> **TASK GOAL**
The reply to the records below should contain exactly the lines from the line with "rounded_rect(cr, x - e, y" through the line with "static void draw(cairo_t", and nothing besides.

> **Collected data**
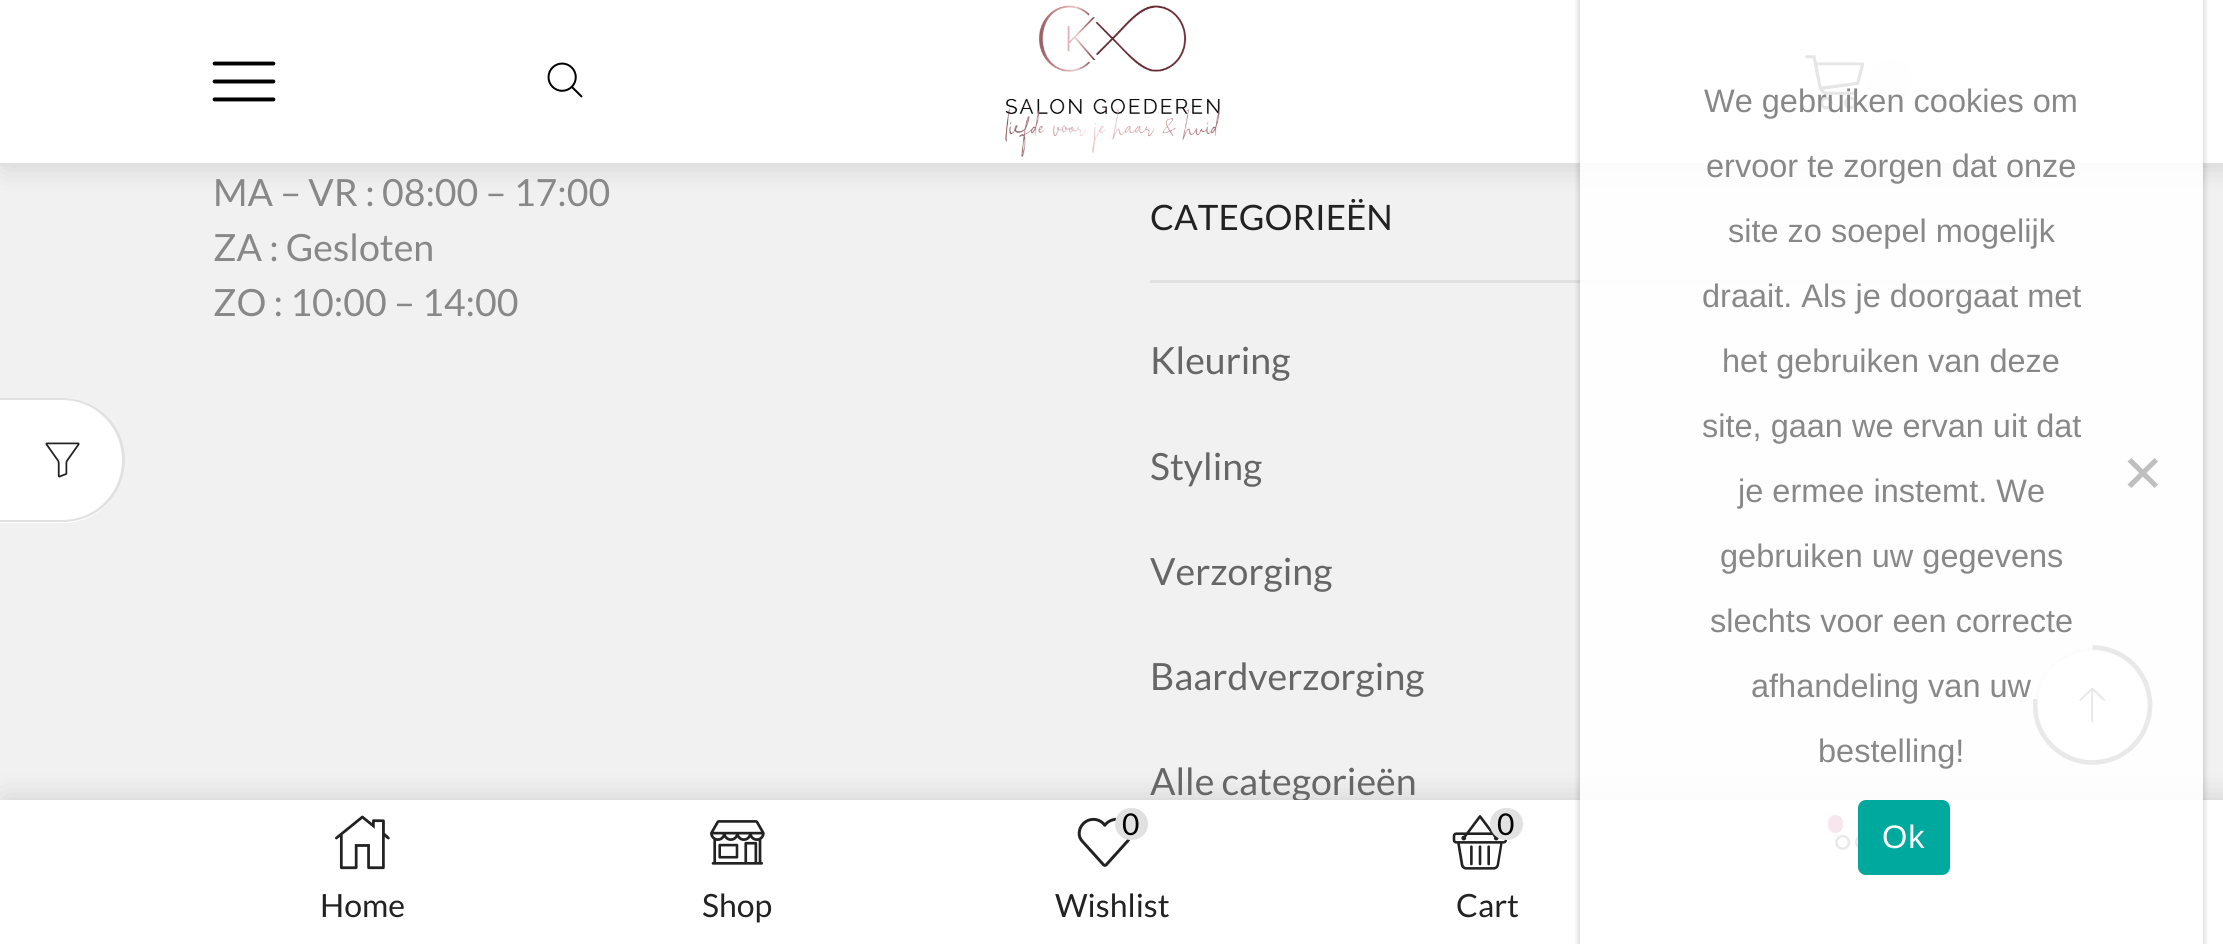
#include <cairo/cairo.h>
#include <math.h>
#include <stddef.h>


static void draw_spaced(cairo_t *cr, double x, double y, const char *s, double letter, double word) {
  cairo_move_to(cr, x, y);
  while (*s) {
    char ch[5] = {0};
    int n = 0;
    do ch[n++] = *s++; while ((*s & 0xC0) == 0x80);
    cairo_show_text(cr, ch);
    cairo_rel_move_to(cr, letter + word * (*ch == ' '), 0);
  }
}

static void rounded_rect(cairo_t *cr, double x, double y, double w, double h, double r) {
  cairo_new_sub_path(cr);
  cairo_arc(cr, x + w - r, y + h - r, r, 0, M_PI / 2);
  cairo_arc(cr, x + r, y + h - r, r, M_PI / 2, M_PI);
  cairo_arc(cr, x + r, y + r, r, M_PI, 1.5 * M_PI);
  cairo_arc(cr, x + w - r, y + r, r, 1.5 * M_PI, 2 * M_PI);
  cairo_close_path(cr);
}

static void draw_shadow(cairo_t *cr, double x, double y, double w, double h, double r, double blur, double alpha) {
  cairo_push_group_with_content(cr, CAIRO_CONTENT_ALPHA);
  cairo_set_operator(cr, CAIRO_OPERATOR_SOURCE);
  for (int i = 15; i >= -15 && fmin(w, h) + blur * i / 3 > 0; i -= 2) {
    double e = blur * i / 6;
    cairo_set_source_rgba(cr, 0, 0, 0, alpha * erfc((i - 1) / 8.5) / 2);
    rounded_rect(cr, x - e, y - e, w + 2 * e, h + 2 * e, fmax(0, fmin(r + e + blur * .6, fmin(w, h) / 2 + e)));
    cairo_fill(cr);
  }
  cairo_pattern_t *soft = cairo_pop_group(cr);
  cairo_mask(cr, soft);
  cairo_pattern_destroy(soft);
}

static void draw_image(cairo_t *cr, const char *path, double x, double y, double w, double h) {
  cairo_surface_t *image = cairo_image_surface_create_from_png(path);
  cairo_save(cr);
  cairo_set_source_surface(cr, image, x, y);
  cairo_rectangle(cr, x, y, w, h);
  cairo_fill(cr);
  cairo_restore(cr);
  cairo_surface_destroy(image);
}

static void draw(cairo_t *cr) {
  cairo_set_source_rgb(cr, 241 / 255.0, 241 / 255.0, 241 / 255.0);
  cairo_paint(cr);
  cairo_set_source_rgb(cr, 1, 1, 1);
  cairo_new_path(cr);
  cairo_move_to(cr, 0, 398);
  cairo_line_to(cr, 62.5, 398);
  cairo_curve_to(cr, 97, 398, 125, 426, 125, 460.5);
  cairo_curve_to(cr, 125, 495, 97, 523, 62.5, 523);
  cairo_line_to(cr, 0, 523);
  cairo_close_path(cr);
  cairo_fill(cr);
  cairo_set_source_rgb(cr, 225 / 255.0, 225 / 255.0, 225 / 255.0);
  cairo_set_fill_rule(cr, CAIRO_FILL_RULE_EVEN_ODD);
  cairo_new_path(cr);
  cairo_move_to(cr, 0, 398);
  cairo_line_to(cr, 62, 398);
  cairo_curve_to(cr, 97, 398, 125, 425, 125, 460);
  cairo_curve_to(cr, 125, 495, 97, 522, 62, 522);
  cairo_line_to(cr, 0, 522);
  cairo_close_path(cr);
  cairo_move_to(cr, 0, 400);
  cairo_line_to(cr, 62, 400);
  cairo_curve_to(cr, 96, 400, 122, 427, 122, 460);
  cairo_curve_to(cr, 122, 493, 96, 520, 62, 520);
  cairo_line_to(cr, 0, 520);
  cairo_close_path(cr);
  cairo_fill(cr);
  draw_image(cr, "images/1.png", 45, 442, 35, 36);
  cairo_set_source_rgb(cr, 0, 0, 0);
  draw_shadow(cr, 5, 0, 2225, 165, 0, 15, 0.15);
  cairo_set_source_rgb(cr, 1, 1, 1);
  cairo_rectangle(cr, 0, 0, 2223, 163);
  cairo_fill(cr);
  cairo_set_source_rgb(cr, 225 / 255.0, 225 / 255.0, 225 / 255.0);
  cairo_rectangle(cr, 0, 163, 2223, 3);
  cairo_fill(cr);
  draw_image(cr, "images/2.png", 212, 61, 64, 41);
  draw_image(cr, "images/3.png", 547, 62, 36, 36);
  draw_image(cr, "images/4.png", 1005, 5, 215, 152);
  draw_image(cr, "images/5.png", 1805, 55, 60, 55);
  cairo_set_source_rgb(cr, 243 / 255.0, 243 / 255.0, 243 / 255.0);
  rounded_rect(cr, 1868, 60, 45, 43, 21.5);
  cairo_fill(cr);
  cairo_set_source_rgb(cr, 225 / 255.0, 225 / 255.0, 225 / 255.0);
  cairo_rectangle(cr, 1150, 280, 863, 3);
  cairo_fill(cr);
  cairo_set_source_rgb(cr, 0, 0, 0);
  draw_shadow(cr, 5, 800, 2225, 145, 0, 15, 0.15);
  cairo_set_source_rgb(cr, 1, 1, 1);
  cairo_arc(cr, 2092.5, 705.5, 56, 0, 2 * M_PI);
  cairo_fill_preserve(cr);
  cairo_set_source_rgb(cr, 225 / 255.0, 225 / 255.0, 225 / 255.0);
  cairo_set_line_width(cr, 3);
  cairo_stroke(cr);
  cairo_save(cr);
  cairo_set_fill_rule(cr, CAIRO_FILL_RULE_WINDING);
  cairo_rectangle(cr, 2033, 645, 120, 120);
  cairo_clip(cr);
  cairo_new_path(cr);
  cairo_move_to(cr, 2092.5, 647.5);
  cairo_curve_to(cr, 2124.5, 647.5, 2150, 673, 2150, 705);
  cairo_curve_to(cr, 2150, 737, 2124.5, 762.5, 2092.5, 762.5);
  cairo_curve_to(cr, 2060.5, 762.5, 2035, 737, 2035, 705);
  cairo_line_to(cr, 2035, 699);
  cairo_set_source_rgb(cr, 34 / 255.0, 34 / 255.0, 34 / 255.0);
  cairo_set_line_width(cr, 4.7);
  cairo_stroke(cr);
  cairo_restore(cr);
  draw_image(cr, "images/6.png", 2079, 687, 27, 36);
  cairo_select_font_face(cr, "Lato", CAIRO_FONT_SLANT_NORMAL, CAIRO_FONT_WEIGHT_NORMAL);
  cairo_set_font_size(cr, 37.5);
  cairo_set_source_rgb(cr, 136 / 255.0, 136 / 255.0, 136 / 255.0);
  cairo_move_to(cr, 213, 206);
  cairo_show_text(cr, "MA – VR : 08:00 – 17:00");
  cairo_move_to(cr, 213, 261);
  cairo_show_text(cr, "ZA : Gesloten");
  cairo_move_to(cr, 213, 316);
  cairo_show_text(cr, "ZO : 10:00 – 14:00");
  cairo_set_font_size(cr, 35);
  cairo_set_source_rgb(cr, 34 / 255.0, 34 / 255.0, 34 / 255.0);
  cairo_move_to(cr, 1150, 230);
  cairo_show_text(cr, "CATEGORIEËN");
  cairo_set_font_size(cr, 37.5);
  cairo_set_source_rgb(cr, 102 / 255.0, 102 / 255.0, 102 / 255.0);
  cairo_move_to(cr, 1150, 374);
  cairo_show_text(cr, "Kleuring");
  cairo_move_to(cr, 1150, 480);
  cairo_show_text(cr, "Styling");
  cairo_move_to(cr, 1150, 585);
  cairo_show_text(cr, "Verzorging");
  cairo_move_to(cr, 1150, 690);
  cairo_show_text(cr, "Baardverzorging");
  cairo_move_to(cr, 1150, 795);
  cairo_show_text(cr, "Alle categorieën");
  cairo_set_source_rgb(cr, 1, 1, 1);
  cairo_rectangle(cr, 0, 800, 2223, 144);
  cairo_fill(cr);
  draw_image(cr, "images/7.png", 1077, 817, 54, 50);
  cairo_set_source_rgb(cr, 225 / 255.0, 225 / 255.0, 225 / 255.0);
  rounded_rect(cr, 1115, 808, 33, 32, 16);
  cairo_fill(cr);
  cairo_set_font_size(cr, 30);
  cairo_set_source_rgb(cr, 0, 0, 0);
  cairo_move_to(cr, 1122, 835);
  cairo_show_text(cr, "0");
  cairo_set_font_size(cr, 32);
  cairo_set_source_rgb(cr, 34 / 255.0, 34 / 255.0, 34 / 255.0);
  cairo_move_to(cr, 1055, 917);
  cairo_show_text(cr, "Wishlist");
  draw_image(cr, "images/8.png", 1452, 815, 56, 55);
  cairo_set_source_rgb(cr, 225 / 255.0, 225 / 255.0, 225 / 255.0);
  rounded_rect(cr, 1490, 808, 33, 32, 16);
  cairo_fill(cr);
  cairo_set_font_size(cr, 30);
  cairo_set_source_rgb(cr, 0, 0, 0);
  cairo_move_to(cr, 1497, 835);
  cairo_show_text(cr, "0");
  cairo_set_font_size(cr, 32);
  cairo_set_source_rgb(cr, 34 / 255.0, 34 / 255.0, 34 / 255.0);
  cairo_move_to(cr, 1456, 917);
  cairo_show_text(cr, "Cart");
  cairo_set_source_rgb(cr, 173 / 255.0, 5 / 255.0, 78 / 255.0);
  rounded_rect(cr, 1828, 815, 15, 18, 7.5);
  cairo_fill(cr);
  draw_image(cr, "images/9.png", 1835, 834, 23, 16);
  draw_image(cr, "images/10.png", 335, 815, 55, 55);
  cairo_set_source_rgb(cr, 34 / 255.0, 34 / 255.0, 34 / 255.0);
  cairo_move_to(cr, 320, 917);
  cairo_show_text(cr, "Home");
  draw_image(cr, "images/11.png", 710, 820, 55, 45);
  cairo_move_to(cr, 702, 917);
  cairo_show_text(cr, "Shop");
  cairo_save(cr);
  cairo_new_path(cr);
  cairo_move_to(cr, 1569, 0);
  cairo_line_to(cr, 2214, 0);
  cairo_line_to(cr, 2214, 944);
  cairo_line_to(cr, 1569, 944);
  cairo_close_path(cr);
  cairo_move_to(cr, 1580, -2);
  cairo_line_to(cr, 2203, -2);
  cairo_line_to(cr, 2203, 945);
  cairo_line_to(cr, 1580, 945);
  cairo_close_path(cr);
  cairo_clip(cr);
  cairo_set_source_rgb(cr, 0, 0, 0);
  draw_shadow(cr, 1578, -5, 627, 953, 0, 2.5, 0.15);
  cairo_restore(cr);
  cairo_set_source_rgba(cr, 1, 1, 1, 0.9);
  cairo_rectangle(cr, 1580, 0, 623, 944);
  cairo_fill(cr);
  cairo_select_font_face(cr, "Liberation Sans", CAIRO_FONT_SLANT_NORMAL, CAIRO_FONT_WEIGHT_NORMAL);
  cairo_set_font_size(cr, 32.5);
  cairo_set_source_rgb(cr, 136 / 255.0, 136 / 255.0, 136 / 255.0);
  cairo_move_to(cr, 1704, 112);
  cairo_show_text(cr, "We gebruiken cookies om");
  cairo_move_to(cr, 1706, 177);
  cairo_show_text(cr, "ervoor te zorgen dat onze");
  cairo_move_to(cr, 1728, 242);
  cairo_show_text(cr, "site zo soepel mogelijk");
  cairo_move_to(cr, 1702, 307);
  cairo_show_text(cr, "draait. Als je doorgaat met");
  cairo_move_to(cr, 1722, 372);
  cairo_show_text(cr, "het gebruiken van deze");
  cairo_move_to(cr, 1702, 437);
  cairo_show_text(cr, "site, gaan we ervan uit dat");
  cairo_move_to(cr, 1738, 502);
  cairo_show_text(cr, "je ermee instemt. We");
  cairo_move_to(cr, 1720, 567);
  cairo_show_text(cr, "gebruiken uw gegevens");
  cairo_move_to(cr, 1710, 632);
  cairo_show_text(cr, "slechts voor een correcte");
  cairo_move_to(cr, 1751, 697);
  cairo_show_text(cr, "afhandeling van uw");
  cairo_move_to(cr, 1818, 762);
  cairo_show_text(cr, "bestelling!");
  cairo_set_source_rgb(cr, 191 / 255.0, 191 / 255.0, 191 / 255.0);
  cairo_set_fill_rule(cr, CAIRO_FILL_RULE_WINDING);
  cairo_new_path(cr);
  cairo_move_to(cr, 2154.5, 458);
  cairo_line_to(cr, 2158, 461.5);
  cairo_line_to(cr, 2131.5, 488);
  cairo_line_to(cr, 2127.5, 484.5);
  cairo_close_path(cr);
  cairo_fill(cr);
  cairo_new_path(cr);
  cairo_move_to(cr, 2127.5, 461.5);
  cairo_line_to(cr, 2131.5, 458);
  cairo_line_to(cr, 2158, 484.5);
  cairo_line_to(cr, 2154.5, 488);
  cairo_close_path(cr);
  cairo_fill(cr);
  cairo_set_source_rgb(cr, 0, 169 / 255.0, 157 / 255.0);
  rounded_rect(cr, 1858, 800, 92, 75, 8);
  cairo_fill(cr);
  cairo_set_source_rgb(cr, 1, 1, 1);
  draw_spaced(cr, 1882, 848, "Ok", 1, 0);
}

int main(void) {
  cairo_surface_t *surface = cairo_image_surface_create(CAIRO_FORMAT_RGB24, 2223, 944);
  cairo_t *cr = cairo_create(surface);
  cairo_font_options_t *options = cairo_font_options_create();
  cairo_font_options_set_hint_metrics(options, CAIRO_HINT_METRICS_OFF);
  cairo_font_options_set_hint_style(options, CAIRO_HINT_STYLE_NONE);
  cairo_set_font_options(cr, options);
  cairo_set_miter_limit(cr, 4);
  draw(cr);
  cairo_surface_write_to_png(surface, "out.png");
  cairo_font_options_destroy(options);
  cairo_destroy(cr);
  cairo_surface_destroy(surface);
  return 0;
}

> **SOLUTION TO THIS PROBLEM**
    rounded_rect(cr, x - e, y - e, w + 2 * e, h + 2 * e, fmax(0, fmin(r + e + blur * .6, fmin(w, h) / 2 + e)));
    cairo_fill(cr);
  }
  cairo_pattern_t *soft = cairo_pop_group(cr);
  cairo_mask(cr, soft);
  cairo_pattern_destroy(soft);
}

static void draw_image(cairo_t *cr, const char *path, double x, double y, double w, double h) {
  cairo_surface_t *image = cairo_image_surface_create_from_png(path);
  cairo_save(cr);
  cairo_set_source_surface(cr, image, x, y);
  cairo_rectangle(cr, x, y, w, h);
  cairo_fill(cr);
  cairo_restore(cr);
  cairo_surface_destroy(image);
}

static void draw(cairo_t *cr) {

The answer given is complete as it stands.